18. I believe in creation by God, but I'm not a young earth creationist. I'd really rather you try to sell me Amway or insurance than try to change my mind on that one.
19. I believe that while Protestants are right on the issue of grace in salvation, at the level of how we practice the faith we're actually far more sympathetic to the other team than we admit, and if we actually advertised what the reformers cooked up in the Reformation, a lot of Protestants would take the bus back to Rome in the morning. The grace of God in the Gospel is radical, revolutionary and not at all compatible with entrenched religious interests and power plays. If its control of a system you want, Gospel grace is going to blow up your lab.

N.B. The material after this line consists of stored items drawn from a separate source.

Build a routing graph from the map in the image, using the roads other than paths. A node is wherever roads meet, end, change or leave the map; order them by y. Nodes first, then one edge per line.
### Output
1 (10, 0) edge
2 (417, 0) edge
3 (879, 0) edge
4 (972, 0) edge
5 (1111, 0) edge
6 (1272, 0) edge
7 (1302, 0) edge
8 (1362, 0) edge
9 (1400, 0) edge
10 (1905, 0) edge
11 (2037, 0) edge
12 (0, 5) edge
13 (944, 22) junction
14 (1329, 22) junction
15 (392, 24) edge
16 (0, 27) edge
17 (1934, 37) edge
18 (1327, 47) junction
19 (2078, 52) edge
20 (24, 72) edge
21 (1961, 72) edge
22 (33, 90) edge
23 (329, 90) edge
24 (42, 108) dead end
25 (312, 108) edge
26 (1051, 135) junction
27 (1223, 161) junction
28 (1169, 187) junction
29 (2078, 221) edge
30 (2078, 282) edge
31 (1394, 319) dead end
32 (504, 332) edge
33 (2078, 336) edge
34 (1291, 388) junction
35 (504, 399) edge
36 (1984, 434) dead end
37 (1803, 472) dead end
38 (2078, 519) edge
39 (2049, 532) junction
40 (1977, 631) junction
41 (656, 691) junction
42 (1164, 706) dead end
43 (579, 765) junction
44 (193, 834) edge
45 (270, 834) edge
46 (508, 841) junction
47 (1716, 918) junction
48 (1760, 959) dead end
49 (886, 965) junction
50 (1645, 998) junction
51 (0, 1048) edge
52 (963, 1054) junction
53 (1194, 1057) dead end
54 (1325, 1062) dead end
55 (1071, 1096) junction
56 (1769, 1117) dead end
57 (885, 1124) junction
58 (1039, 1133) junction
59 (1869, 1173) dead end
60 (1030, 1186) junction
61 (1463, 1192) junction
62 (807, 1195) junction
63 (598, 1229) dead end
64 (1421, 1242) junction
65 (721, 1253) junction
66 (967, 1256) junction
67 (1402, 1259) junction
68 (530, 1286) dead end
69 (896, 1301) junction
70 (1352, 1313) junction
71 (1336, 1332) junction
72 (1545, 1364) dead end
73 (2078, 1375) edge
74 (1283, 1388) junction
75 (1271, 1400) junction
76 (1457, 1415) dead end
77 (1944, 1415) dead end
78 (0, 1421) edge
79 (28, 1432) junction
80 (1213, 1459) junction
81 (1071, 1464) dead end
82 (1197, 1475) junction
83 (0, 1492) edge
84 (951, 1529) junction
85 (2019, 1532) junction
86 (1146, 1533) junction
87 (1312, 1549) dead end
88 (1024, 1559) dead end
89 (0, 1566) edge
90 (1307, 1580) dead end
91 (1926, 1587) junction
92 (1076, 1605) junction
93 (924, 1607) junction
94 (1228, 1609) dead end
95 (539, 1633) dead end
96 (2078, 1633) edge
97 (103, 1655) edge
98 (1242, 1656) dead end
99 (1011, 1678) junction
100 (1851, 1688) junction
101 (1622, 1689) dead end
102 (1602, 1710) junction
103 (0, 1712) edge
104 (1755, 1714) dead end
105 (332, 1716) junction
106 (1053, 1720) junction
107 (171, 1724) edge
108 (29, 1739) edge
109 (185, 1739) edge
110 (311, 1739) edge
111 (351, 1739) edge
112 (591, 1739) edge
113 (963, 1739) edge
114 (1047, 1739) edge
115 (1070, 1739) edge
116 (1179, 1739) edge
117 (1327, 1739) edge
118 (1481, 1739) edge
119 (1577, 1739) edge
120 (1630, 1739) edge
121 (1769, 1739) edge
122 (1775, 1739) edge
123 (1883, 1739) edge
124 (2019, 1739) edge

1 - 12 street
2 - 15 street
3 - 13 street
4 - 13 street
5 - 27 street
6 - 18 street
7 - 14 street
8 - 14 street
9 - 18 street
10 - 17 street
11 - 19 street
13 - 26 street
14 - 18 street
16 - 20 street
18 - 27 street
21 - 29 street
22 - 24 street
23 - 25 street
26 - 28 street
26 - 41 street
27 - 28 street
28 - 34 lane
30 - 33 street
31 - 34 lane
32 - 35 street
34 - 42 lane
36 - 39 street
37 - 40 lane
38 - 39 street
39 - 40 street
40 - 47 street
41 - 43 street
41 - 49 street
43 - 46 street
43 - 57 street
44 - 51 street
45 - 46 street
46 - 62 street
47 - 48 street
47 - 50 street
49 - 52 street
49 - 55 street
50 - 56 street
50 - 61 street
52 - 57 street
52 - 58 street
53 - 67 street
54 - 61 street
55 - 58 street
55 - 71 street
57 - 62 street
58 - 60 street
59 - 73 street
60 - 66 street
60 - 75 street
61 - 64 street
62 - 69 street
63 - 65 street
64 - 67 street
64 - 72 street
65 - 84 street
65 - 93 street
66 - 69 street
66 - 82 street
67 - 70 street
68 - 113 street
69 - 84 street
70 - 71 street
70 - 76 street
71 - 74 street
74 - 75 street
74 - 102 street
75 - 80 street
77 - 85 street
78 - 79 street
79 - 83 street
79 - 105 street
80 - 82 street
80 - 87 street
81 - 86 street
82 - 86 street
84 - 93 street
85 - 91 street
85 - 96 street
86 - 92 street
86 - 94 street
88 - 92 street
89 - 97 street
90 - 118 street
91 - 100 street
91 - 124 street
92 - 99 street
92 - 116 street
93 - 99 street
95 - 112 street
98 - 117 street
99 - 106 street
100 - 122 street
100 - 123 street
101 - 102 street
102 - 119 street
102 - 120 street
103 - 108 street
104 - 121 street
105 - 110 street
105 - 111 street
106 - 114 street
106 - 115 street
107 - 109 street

20. I believe the Biblical position is the pro-life position, but endless proclamations of abortion rhetoric make me wonder what's actually going on here? Without backing off my pro-life convictions at all, I can't honestly say that evangelicals are consistently and practically pro-life on all the issues where the sacredness of life is at stake. If pro-life is the Word, then be a doer, not just a hearer, writer or talker.
21. Moralistic busy-bodies, censors and bullies don't impress me as actually having anything to do with Christianity.
22. I don't believe Christians are supposed to keep a Sabbath day.
23. I believe tithing was old covenant and really has no place in the teaching of Christian stewardship today.
24. The whole concept of revival seems like a confused mess to me. A bit of truth in there, but mostly it's a lot of tradition and manipulation.
25. I don't believe anything in the field of sensational Biblical archaeology: chariot wheels in the Red Sea, for example. I'm big on archaeology, but after I fell for the James Ossuary, I'm very skeptical.